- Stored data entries

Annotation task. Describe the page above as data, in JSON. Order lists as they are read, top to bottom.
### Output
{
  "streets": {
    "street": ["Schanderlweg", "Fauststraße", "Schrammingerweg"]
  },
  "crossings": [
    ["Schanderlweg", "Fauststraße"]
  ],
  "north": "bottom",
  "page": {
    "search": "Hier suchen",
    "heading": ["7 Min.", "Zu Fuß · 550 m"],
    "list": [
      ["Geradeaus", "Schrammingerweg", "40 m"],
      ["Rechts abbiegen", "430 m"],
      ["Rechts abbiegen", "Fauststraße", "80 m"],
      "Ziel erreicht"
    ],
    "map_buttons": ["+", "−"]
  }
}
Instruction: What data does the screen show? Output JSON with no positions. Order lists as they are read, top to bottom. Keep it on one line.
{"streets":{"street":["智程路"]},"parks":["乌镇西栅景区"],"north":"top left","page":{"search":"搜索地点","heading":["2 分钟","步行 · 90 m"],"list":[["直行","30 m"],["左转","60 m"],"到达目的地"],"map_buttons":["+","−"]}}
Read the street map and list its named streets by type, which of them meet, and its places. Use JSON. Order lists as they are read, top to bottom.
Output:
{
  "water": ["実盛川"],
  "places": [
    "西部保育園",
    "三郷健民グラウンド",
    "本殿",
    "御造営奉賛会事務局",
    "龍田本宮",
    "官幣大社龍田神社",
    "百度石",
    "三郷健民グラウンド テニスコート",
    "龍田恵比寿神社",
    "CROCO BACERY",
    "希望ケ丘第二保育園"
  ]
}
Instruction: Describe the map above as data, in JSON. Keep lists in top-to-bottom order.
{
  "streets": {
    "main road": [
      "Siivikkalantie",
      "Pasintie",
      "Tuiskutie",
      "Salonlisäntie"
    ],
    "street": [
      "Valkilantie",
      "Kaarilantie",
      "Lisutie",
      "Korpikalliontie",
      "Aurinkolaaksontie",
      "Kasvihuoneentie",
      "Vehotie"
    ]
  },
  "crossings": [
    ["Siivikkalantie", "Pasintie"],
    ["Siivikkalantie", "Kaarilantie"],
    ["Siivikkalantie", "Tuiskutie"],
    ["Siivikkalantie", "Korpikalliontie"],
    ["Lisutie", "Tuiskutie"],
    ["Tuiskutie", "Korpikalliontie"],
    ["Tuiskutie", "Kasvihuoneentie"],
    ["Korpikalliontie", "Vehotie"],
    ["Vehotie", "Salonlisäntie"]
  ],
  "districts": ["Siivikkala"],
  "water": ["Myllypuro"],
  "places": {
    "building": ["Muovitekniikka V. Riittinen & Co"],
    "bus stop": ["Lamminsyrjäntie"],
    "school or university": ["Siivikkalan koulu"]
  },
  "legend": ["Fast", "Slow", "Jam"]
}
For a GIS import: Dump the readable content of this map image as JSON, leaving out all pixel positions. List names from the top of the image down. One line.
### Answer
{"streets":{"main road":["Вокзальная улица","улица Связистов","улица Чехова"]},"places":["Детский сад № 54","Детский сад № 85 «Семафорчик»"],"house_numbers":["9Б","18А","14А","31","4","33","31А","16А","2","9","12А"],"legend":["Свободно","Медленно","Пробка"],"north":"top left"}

- Problem description
Every entry, from the first line to the last, should be retyped exactly.

- Completed task
Annotation task. Describe the page above as data, in JSON. Order lists as they are read, top to bottom.
### Output
{
  "streets": {
    "street": ["Schanderlweg", "Fauststraße", "Schrammingerweg"]
  },
  "crossings": [
    ["Schanderlweg", "Fauststraße"]
  ],
  "north": "bottom",
  "page": {
    "search": "Hier suchen",
    "heading": ["7 Min.", "Zu Fuß · 550 m"],
    "list": [
      ["Geradeaus", "Schrammingerweg", "40 m"],
      ["Rechts abbiegen", "430 m"],
      ["Rechts abbiegen", "Fauststraße", "80 m"],
      "Ziel erreicht"
    ],
    "map_buttons": ["+", "−"]
  }
}
Instruction: What data does the screen show? Output JSON with no positions. Order lists as they are read, top to bottom. Keep it on one line.
{"streets":{"street":["智程路"]},"parks":["乌镇西栅景区"],"north":"top left","page":{"search":"搜索地点","heading":["2 分钟","步行 · 90 m"],"list":[["直行","30 m"],["左转","60 m"],"到达目的地"],"map_buttons":["+","−"]}}
Read the street map and list its named streets by type, which of them meet, and its places. Use JSON. Order lists as they are read, top to bottom.
Output:
{
  "water": ["実盛川"],
  "places": [
    "西部保育園",
    "三郷健民グラウンド",
    "本殿",
    "御造営奉賛会事務局",
    "龍田本宮",
    "官幣大社龍田神社",
    "百度石",
    "三郷健民グラウンド テニスコート",
    "龍田恵比寿神社",
    "CROCO BACERY",
    "希望ケ丘第二保育園"
  ]
}
Instruction: Describe the map above as data, in JSON. Keep lists in top-to-bottom order.
{
  "streets": {
    "main road": [
      "Siivikkalantie",
      "Pasintie",
      "Tuiskutie",
      "Salonlisäntie"
    ],
    "street": [
      "Valkilantie",
      "Kaarilantie",
      "Lisutie",
      "Korpikalliontie",
      "Aurinkolaaksontie",
      "Kasvihuoneentie",
      "Vehotie"
    ]
  },
  "crossings": [
    ["Siivikkalantie", "Pasintie"],
    ["Siivikkalantie", "Kaarilantie"],
    ["Siivikkalantie", "Tuiskutie"],
    ["Siivikkalantie", "Korpikalliontie"],
    ["Lisutie", "Tuiskutie"],
    ["Tuiskutie", "Korpikalliontie"],
    ["Tuiskutie", "Kasvihuoneentie"],
    ["Korpikalliontie", "Vehotie"],
    ["Vehotie", "Salonlisäntie"]
  ],
  "districts": ["Siivikkala"],
  "water": ["Myllypuro"],
  "places": {
    "building": ["Muovitekniikka V. Riittinen & Co"],
    "bus stop": ["Lamminsyrjäntie"],
    "school or university": ["Siivikkalan koulu"]
  },
  "legend": ["Fast", "Slow", "Jam"]
}
For a GIS import: Dump the readable content of this map image as JSON, leaving out all pixel positions. List names from the top of the image down. One line.
### Answer
{"streets":{"main road":["Вокзальная улица","улица Связистов","улица Чехова"]},"places":["Детский сад № 54","Детский сад № 85 «Семафорчик»"],"house_numbers":["9Б","18А","14А","31","4","33","31А","16А","2","9","12А"],"legend":["Свободно","Медленно","Пробка"],"north":"top left"}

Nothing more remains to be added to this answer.